„Wiener Zeitung“ muss erhalten bleiben – Ende der Inseratenpolitik der Bundesregierung – Kein Message Control durch die Regierenden

Wien (OTS) Am morgigen Tag der Pressefreiheit werden von den Politikern wieder schöne Worte zu hören sein. Meist wird das Fehlen der Pressefreiheit in autoritären Ländern kritisiert. Doch es gibt auch in Österreich viel zu tun.

Pluralismus in den Medien bedeutet, dass Medien erhalten werden müssen. Die Kindesweglegung der „Wiener Zeitung“ durch Bundeskanzler Sebastian Kurz zeigt, dass er das Staatsdruckereigesetz nicht kennt, welches eindeutig im § 2 ff die „Wiener Zeitung“ als Unternehmensgegenstand der Österreichischen Staatsdruckerei nennt. Der Österreichische Journalist*innen Club (ÖJC) fordert daher die Österreichische Bundesregierung dringend auf, die österreichischen Gesetze einzuhalten, den Erhalt der „Wiener Zeitung“ zu garantieren und damit auch einen Beitrag für hochqualitative journalistische zu leisten.
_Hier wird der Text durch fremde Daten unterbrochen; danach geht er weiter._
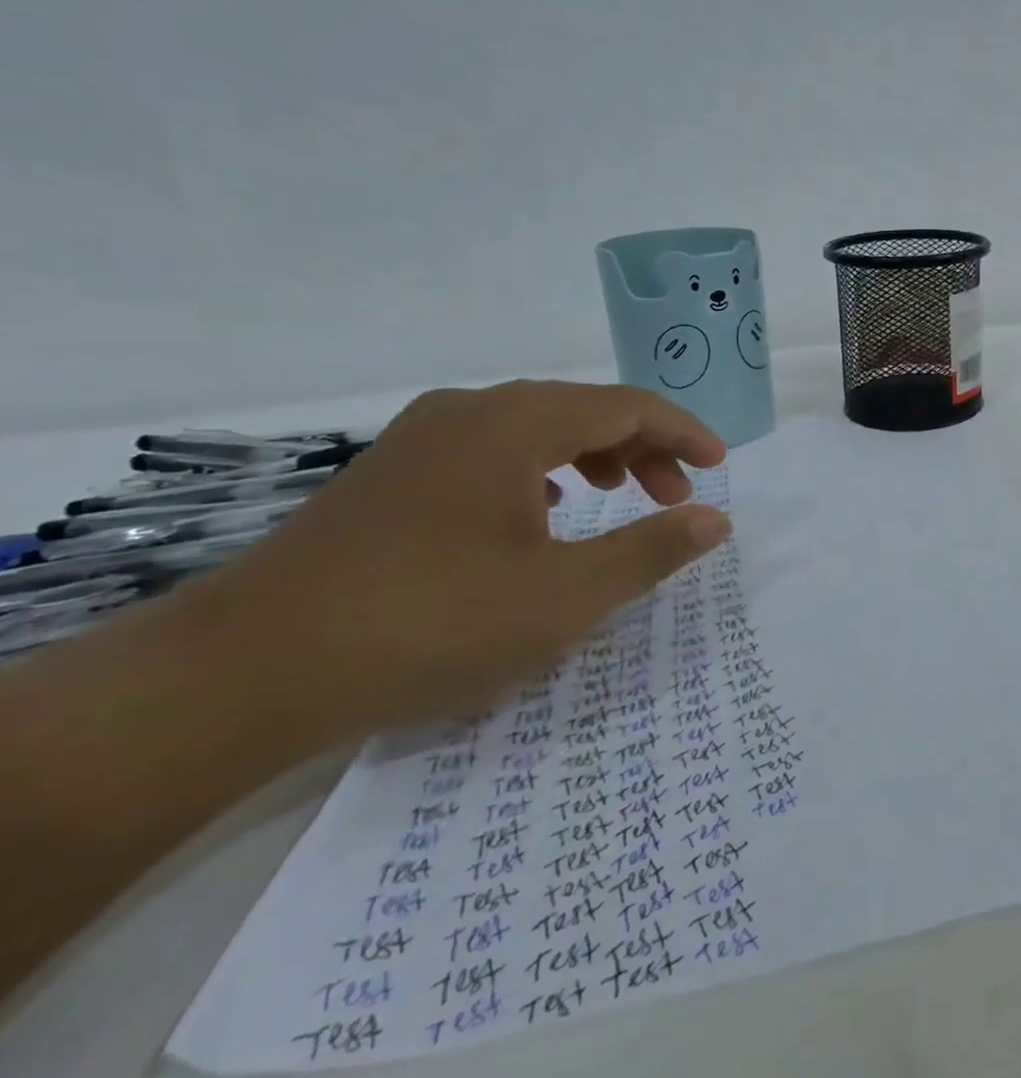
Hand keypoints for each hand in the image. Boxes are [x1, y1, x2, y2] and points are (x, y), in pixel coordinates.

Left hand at [200, 381, 731, 740]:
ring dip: (594, 455)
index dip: (683, 433)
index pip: (627, 405)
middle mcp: (470, 410)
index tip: (719, 466)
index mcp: (516, 424)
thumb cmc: (429, 624)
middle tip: (674, 497)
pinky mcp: (392, 472)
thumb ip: (650, 550)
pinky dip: (542, 468)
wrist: (244, 672)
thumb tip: (714, 521)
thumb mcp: (563, 597)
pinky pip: (493, 448)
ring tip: (619, 498)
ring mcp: (422, 438)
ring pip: (536, 426)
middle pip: (583, 408)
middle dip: (643, 448)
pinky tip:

Der ÖJC kritisiert die Regierungsinserate. Damit versucht die Bundesregierung eine wirtschaftliche Einflussnahme auf die Berichterstattung der so „geförderten“ Medien. Dafür werden jeden Tag 200.000 Euro Steuergelder verpulvert. Der ÖJC verlangt eine moderne Form der Presseförderung. Denn die Presseförderung erfolgt in Österreich nach dem Gießkannenprinzip, sie ist unfair und hemmt die Innovationsförderung für junge Medienmacher*innen. Die erfolgreiche Umstrukturierung der Filmförderung könnte als Vorbild herangezogen werden. Unabhängige Fachkommissionen sollten die notwendigen Entscheidungen treffen.

Der ÖJC fordert alle Journalist*innen auf, die Strategie des Message-Control der aktuellen Regierung zu bekämpfen. Als notwendiges Korrektiv in einem demokratischen Staat können wir uns diese Form der direkten Public Relations in die heimischen Redaktionen nicht länger gefallen lassen.

„Pressefreiheit ist ein hohes Gut. Daher gibt es viel zu tun, auch in Österreich“, betont ÖJC-Präsident Oswald Klotz abschließend.